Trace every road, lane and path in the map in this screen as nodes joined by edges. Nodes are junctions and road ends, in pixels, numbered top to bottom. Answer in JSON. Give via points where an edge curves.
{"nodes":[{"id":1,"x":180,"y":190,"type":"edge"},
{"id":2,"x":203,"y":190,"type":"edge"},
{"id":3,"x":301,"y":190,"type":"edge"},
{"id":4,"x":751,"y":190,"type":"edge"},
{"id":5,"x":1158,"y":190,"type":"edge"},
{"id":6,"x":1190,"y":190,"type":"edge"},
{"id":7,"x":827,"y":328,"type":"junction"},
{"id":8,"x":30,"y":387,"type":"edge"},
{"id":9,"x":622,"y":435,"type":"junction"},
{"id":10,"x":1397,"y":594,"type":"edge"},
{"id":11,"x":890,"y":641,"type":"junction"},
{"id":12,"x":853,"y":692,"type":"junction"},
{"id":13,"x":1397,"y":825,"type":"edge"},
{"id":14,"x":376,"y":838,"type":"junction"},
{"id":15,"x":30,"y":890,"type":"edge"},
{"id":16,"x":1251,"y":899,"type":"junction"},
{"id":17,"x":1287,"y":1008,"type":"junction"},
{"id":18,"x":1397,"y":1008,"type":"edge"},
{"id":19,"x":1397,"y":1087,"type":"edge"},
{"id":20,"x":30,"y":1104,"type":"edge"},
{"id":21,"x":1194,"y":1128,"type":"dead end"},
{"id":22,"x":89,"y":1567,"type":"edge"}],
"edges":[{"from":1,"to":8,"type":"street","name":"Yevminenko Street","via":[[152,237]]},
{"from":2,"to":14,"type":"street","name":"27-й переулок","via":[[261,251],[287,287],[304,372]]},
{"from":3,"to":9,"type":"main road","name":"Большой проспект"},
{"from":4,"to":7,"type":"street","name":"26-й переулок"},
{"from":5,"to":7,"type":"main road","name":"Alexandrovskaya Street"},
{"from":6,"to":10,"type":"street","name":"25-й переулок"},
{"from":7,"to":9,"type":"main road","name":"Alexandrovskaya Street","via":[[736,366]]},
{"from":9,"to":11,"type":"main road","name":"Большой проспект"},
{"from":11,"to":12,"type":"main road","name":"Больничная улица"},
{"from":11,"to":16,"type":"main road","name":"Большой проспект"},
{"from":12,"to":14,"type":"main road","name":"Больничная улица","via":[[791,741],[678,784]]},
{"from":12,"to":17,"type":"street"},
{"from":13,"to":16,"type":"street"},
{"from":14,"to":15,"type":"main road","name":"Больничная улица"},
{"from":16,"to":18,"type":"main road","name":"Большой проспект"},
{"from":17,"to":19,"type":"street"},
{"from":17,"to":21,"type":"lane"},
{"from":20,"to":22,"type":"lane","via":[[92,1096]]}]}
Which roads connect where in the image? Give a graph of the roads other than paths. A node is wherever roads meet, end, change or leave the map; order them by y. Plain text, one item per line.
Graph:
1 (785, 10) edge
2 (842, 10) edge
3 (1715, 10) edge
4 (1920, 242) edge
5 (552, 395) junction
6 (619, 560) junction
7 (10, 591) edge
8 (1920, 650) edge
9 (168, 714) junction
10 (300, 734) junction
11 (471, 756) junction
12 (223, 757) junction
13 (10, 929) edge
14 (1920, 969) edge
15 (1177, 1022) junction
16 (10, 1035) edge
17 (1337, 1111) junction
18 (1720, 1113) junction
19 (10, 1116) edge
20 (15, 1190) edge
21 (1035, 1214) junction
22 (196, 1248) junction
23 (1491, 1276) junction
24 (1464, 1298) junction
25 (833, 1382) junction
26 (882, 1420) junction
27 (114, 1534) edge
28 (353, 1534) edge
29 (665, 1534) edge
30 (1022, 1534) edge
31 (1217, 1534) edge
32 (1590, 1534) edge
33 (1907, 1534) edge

**What to do:**
Among the lines above, return each one holding the string "edges".

**Solution to this exercise:**
Trace every road, lane and path in the map in this screen as nodes joined by edges. Nodes are junctions and road ends, in pixels, numbered top to bottom. Answer in JSON. Give via points where an edge curves.
"edges":[{"from":1,"to":8,"type":"street","name":"Yevminenko Street","via":[[152,237]]},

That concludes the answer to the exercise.